Copy each line of the entries that includes the word "Куйбышева".

[Extracted data entries]
___

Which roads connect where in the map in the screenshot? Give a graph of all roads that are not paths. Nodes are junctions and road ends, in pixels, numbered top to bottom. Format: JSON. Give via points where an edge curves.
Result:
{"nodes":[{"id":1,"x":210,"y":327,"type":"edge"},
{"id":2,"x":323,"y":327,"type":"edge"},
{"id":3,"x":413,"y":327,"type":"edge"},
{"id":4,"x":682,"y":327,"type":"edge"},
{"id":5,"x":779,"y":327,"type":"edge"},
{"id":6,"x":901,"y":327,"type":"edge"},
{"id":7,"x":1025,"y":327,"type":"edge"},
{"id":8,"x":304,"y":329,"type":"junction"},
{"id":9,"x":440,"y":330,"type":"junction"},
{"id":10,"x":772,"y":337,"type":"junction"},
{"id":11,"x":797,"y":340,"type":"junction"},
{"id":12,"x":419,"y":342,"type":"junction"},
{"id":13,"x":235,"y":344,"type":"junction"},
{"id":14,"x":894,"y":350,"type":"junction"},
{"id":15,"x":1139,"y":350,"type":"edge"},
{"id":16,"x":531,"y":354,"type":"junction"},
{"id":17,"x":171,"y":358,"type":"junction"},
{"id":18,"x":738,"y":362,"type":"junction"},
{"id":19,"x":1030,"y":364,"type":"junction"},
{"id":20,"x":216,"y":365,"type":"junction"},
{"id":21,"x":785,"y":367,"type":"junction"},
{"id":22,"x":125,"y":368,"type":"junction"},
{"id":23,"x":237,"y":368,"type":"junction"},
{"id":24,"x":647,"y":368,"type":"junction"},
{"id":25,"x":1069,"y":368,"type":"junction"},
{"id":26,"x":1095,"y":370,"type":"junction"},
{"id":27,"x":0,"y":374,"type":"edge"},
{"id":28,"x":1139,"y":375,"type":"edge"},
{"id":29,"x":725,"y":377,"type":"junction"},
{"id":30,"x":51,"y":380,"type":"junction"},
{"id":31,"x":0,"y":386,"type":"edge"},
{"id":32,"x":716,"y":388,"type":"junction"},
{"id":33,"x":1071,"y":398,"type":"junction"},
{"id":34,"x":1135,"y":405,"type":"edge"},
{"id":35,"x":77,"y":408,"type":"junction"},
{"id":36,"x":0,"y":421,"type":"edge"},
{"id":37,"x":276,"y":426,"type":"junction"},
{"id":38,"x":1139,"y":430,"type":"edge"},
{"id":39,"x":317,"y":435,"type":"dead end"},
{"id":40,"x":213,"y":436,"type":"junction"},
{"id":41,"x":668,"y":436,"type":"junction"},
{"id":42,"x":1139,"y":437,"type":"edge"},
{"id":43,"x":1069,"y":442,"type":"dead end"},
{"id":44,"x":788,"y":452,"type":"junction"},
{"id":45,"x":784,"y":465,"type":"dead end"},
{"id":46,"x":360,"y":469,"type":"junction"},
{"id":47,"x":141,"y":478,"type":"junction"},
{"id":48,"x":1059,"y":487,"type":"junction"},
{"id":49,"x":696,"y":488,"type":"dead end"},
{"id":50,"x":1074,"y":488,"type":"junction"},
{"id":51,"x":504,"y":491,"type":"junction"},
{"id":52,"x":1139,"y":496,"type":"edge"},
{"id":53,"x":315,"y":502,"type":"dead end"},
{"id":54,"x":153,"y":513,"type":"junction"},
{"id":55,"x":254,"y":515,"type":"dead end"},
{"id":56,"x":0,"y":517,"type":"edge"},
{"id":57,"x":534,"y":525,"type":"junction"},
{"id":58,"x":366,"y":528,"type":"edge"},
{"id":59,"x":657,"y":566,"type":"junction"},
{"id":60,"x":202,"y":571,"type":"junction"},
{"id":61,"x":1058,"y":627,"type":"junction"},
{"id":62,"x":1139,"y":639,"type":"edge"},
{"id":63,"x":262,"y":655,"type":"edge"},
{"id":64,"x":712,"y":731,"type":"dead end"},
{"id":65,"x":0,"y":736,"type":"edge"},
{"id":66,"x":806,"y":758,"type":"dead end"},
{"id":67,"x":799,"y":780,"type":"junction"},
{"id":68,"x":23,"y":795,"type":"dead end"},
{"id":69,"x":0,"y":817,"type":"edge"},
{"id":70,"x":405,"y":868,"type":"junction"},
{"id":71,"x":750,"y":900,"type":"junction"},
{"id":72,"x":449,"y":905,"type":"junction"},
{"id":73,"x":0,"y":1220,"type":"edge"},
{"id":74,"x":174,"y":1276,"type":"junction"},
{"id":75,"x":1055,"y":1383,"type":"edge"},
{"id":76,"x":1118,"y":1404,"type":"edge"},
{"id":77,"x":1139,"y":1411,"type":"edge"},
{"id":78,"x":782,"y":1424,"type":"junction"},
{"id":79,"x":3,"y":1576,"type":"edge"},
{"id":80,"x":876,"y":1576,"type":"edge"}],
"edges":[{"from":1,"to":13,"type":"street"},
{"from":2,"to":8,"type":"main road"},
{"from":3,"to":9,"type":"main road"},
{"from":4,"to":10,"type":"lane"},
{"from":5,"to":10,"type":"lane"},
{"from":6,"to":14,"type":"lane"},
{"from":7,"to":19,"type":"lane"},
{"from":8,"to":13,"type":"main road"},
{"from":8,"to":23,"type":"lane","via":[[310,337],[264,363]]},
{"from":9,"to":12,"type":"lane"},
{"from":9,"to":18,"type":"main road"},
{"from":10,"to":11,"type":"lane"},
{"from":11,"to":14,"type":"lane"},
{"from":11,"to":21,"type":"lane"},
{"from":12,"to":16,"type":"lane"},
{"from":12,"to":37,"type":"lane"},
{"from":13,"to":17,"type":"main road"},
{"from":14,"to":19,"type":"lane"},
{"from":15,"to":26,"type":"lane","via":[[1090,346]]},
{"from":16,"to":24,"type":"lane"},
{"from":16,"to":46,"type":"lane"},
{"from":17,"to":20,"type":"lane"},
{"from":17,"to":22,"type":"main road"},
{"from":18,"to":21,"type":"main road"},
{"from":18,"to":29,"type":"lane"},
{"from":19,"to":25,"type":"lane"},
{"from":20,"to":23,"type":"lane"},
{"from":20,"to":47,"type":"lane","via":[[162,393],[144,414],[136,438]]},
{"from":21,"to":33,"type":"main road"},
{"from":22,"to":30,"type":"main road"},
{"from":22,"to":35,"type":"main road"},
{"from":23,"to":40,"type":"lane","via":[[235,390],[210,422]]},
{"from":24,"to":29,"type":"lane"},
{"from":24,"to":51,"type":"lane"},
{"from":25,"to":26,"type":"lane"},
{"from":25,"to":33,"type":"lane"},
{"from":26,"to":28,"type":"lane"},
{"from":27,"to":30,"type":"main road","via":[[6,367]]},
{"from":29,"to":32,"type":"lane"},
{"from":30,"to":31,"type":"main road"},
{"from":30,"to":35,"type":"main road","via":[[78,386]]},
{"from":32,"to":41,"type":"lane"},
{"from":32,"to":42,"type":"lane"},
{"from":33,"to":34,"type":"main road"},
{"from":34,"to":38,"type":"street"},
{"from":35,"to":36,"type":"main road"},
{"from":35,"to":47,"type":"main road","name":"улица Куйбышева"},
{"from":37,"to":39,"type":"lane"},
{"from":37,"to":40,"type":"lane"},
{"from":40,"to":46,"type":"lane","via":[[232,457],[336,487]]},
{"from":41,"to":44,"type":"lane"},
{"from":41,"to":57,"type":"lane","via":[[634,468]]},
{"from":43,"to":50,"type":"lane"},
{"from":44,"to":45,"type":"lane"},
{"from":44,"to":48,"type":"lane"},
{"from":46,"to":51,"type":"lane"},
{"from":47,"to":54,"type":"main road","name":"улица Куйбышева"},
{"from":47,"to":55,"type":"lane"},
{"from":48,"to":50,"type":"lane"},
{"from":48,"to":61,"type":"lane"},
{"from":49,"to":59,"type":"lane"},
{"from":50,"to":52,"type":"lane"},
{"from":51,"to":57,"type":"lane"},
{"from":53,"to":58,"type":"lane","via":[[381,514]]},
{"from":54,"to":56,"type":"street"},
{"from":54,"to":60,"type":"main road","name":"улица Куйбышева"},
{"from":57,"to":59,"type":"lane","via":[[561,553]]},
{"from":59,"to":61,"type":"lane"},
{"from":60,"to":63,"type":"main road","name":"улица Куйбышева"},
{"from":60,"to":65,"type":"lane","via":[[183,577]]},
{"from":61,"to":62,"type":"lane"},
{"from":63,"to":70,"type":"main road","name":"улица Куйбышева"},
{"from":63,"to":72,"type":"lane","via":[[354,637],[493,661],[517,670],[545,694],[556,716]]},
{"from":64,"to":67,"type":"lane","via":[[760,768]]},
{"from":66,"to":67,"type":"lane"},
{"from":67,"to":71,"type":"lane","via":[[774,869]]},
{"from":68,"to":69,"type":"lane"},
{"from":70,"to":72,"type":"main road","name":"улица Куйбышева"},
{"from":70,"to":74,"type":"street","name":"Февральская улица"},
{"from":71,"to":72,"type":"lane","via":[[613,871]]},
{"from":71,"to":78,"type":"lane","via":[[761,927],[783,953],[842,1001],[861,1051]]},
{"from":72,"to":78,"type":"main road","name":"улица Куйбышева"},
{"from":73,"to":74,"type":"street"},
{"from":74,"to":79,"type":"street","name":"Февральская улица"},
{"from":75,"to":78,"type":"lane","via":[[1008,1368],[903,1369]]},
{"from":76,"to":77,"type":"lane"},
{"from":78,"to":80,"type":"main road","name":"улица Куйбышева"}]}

___

— Exercise response —
{"from":35,"to":47,"type":"main road","name":"улица Куйбышева"},
{"from":47,"to":54,"type":"main road","name":"улица Куйбышева"},
{"from":54,"to":60,"type":"main road","name":"улица Куйбышева"},
{"from":60,"to":63,"type":"main road","name":"улица Куйбышева"},
{"from":63,"to":70,"type":"main road","name":"улица Куйбышева"},
{"from":70,"to":72,"type":"main road","name":"улица Куйбышева"},
{"from":72,"to":78,"type":"main road","name":"улица Куйбышева"},
{"from":78,"to":80,"type":"main road","name":"улица Куйбышева"}]}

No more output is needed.